Every entry is to be copied exactly as written, and the pictures are to be skipped.

Items from a data source:
━━━━━━━━━━━━━━━━━━━━━━━━━━━━━━

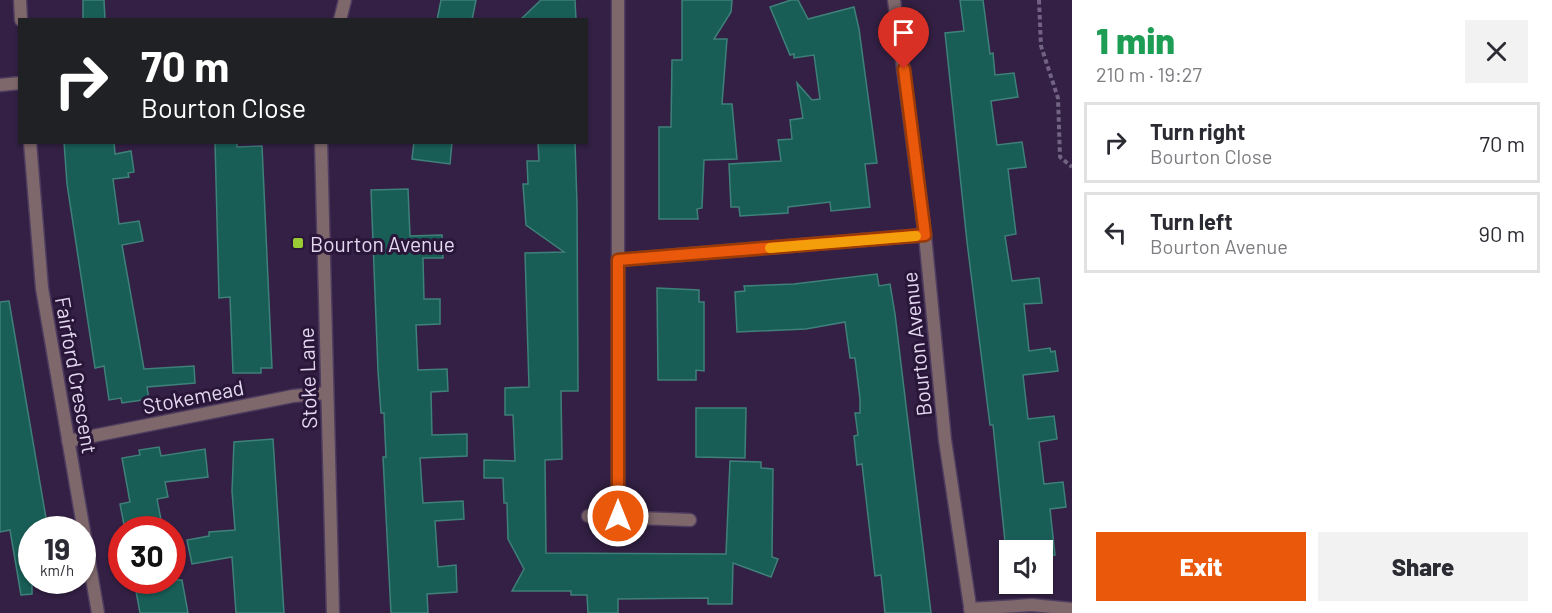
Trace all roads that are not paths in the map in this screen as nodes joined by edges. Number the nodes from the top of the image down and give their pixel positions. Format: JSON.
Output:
{"nodes":[{"id":1,"x":20,"y":0,"type":"edge"},
{"id":2,"x":345,"y":0,"type":"edge"},
{"id":3,"x":618,"y":0,"type":"edge"},
{"id":4,"x":894,"y":0,"type":"edge"},
{"id":5,"x":21,"y":18,"type":"edge"},
{"id":6,"x":340,"y":18,"type":"edge"},
{"id":7,"x":18,"y":83,"type":"edge"},
{"id":8,"x":0,"y":85,"type":"edge"},
{"id":9,"x":30,"y":144,"type":"edge"},
{"id":10,"x":321,"y":144,"type":"edge"},
{"id":11,"x":925,"y":235,"type":"junction"},
{"id":12,"x":618,"y":260,"type":"junction"},
{"id":13,"x":327,"y":393,"type":"junction"},
{"id":14,"x":68,"y":441,"type":"junction"},
{"id":15,"x":588,"y":516,"type":"dead end"},
{"id":16,"x":618,"y":516,"type":"junction"},
{"id":17,"x":690,"y":520,"type":"dead end"},
{"id":18,"x":1072,"y":609,"type":"edge"},
{"id":19,"x":970,"y":611,"type":"edge"},
{"id":20,"x":98,"y":613,"type":"edge"},
{"id":21,"x":333,"y":613,"type":"edge"}],
"edges":[{"from":1,"to":5,"type":"street"},
{"from":2,"to":6,"type":"street"},
{"from":3,"to":12,"type":"street"},
{"from":4,"to":11,"type":"street","name":"Bourton Avenue"},
{"from":7,"to":8,"type":"street"},
{"from":9,"to":14,"type":"street","name":"Fairford Crescent"},
{"from":10,"to":13,"type":"street","name":"Stoke Lane"},
{"from":11,"to":12,"type":"street"},
{"from":11,"to":19,"type":"street","name":"Bourton Avenue"},
{"from":12,"to":16,"type":"street"},
{"from":13,"to":14,"type":"street","name":"Stokemead"},
{"from":13,"to":21,"type":"street","name":"Stoke Lane"},
{"from":14,"to":20,"type":"street","name":"Fairford Crescent"},
{"from":15,"to":16,"type":"street"},
{"from":16,"to":17,"type":"street"},
{"from":18,"to":19,"type":"street"}]}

━━━━━━━━━━━━━━━━━━━━━━━━━━━━━━

**Task result:**
Trace all roads that are not paths in the map in this screen as nodes joined by edges. Number the nodes from the top of the image down and give their pixel positions. Format: JSON.
Output:
{"nodes":[{"id":1,"x":20,"y":0,"type":"edge"},
{"id":2,"x":345,"y":0,"type":"edge"},
{"id":3,"x":618,"y":0,"type":"edge"},
{"id":4,"x":894,"y":0,"type":"edge"},
{"id":5,"x":21,"y":18,"type":"edge"},
{"id":6,"x":340,"y":18,"type":"edge"},
{"id":7,"x":18,"y":83,"type":"edge"},
{"id":8,"x":0,"y":85,"type":"edge"},
{"id":9,"x":30,"y":144,"type":"edge"},
{"id":10,"x":321,"y":144,"type":"edge"},
{"id":11,"x":925,"y":235,"type":"junction"},
{"id":12,"x":618,"y":260,"type":"junction"},
{"id":13,"x":327,"y":393,"type":"junction"},
{"id":14,"x":68,"y":441,"type":"junction"},
{"id":15,"x":588,"y":516,"type":"dead end"},
{"id":16,"x":618,"y":516,"type":"junction"},
{"id":17,"x":690,"y":520,"type":"dead end"},
{"id":18,"x":1072,"y":609,"type":"edge"},
{"id":19,"x":970,"y":611,"type":"edge"},
{"id":20,"x":98,"y":613,"type":"edge"},
{"id":21,"x":333,"y":613,"type":"edge"}],
"edges":[{"from":1,"to":5,"type":"street"},
{"from":2,"to":6,"type":"street"},
{"from":3,"to":12,"type":"street"},
{"from":4,"to":11,"type":"street","name":"Bourton Avenue"},
{"from":7,"to":8,"type":"street"},
{"from":9,"to":14,"type":"street","name":"Fairford Crescent"},
{"from":10,"to":13,"type":"street","name":"Stoke Lane"},
{"from":11,"to":12,"type":"street"},
{"from":11,"to":19,"type":"street","name":"Bourton Avenue"},
{"from":12,"to":16,"type":"street"},
{"from":13,"to":14,"type":"street","name":"Stokemead"},
{"from":13,"to":21,"type":"street","name":"Stoke Lane"},
{"from":14,"to":20,"type":"street","name":"Fairford Crescent"},
{"from":15,"to":16,"type":"street"},
{"from":16,"to":17,"type":"street"},
{"from":18,"to":19,"type":"street"}]}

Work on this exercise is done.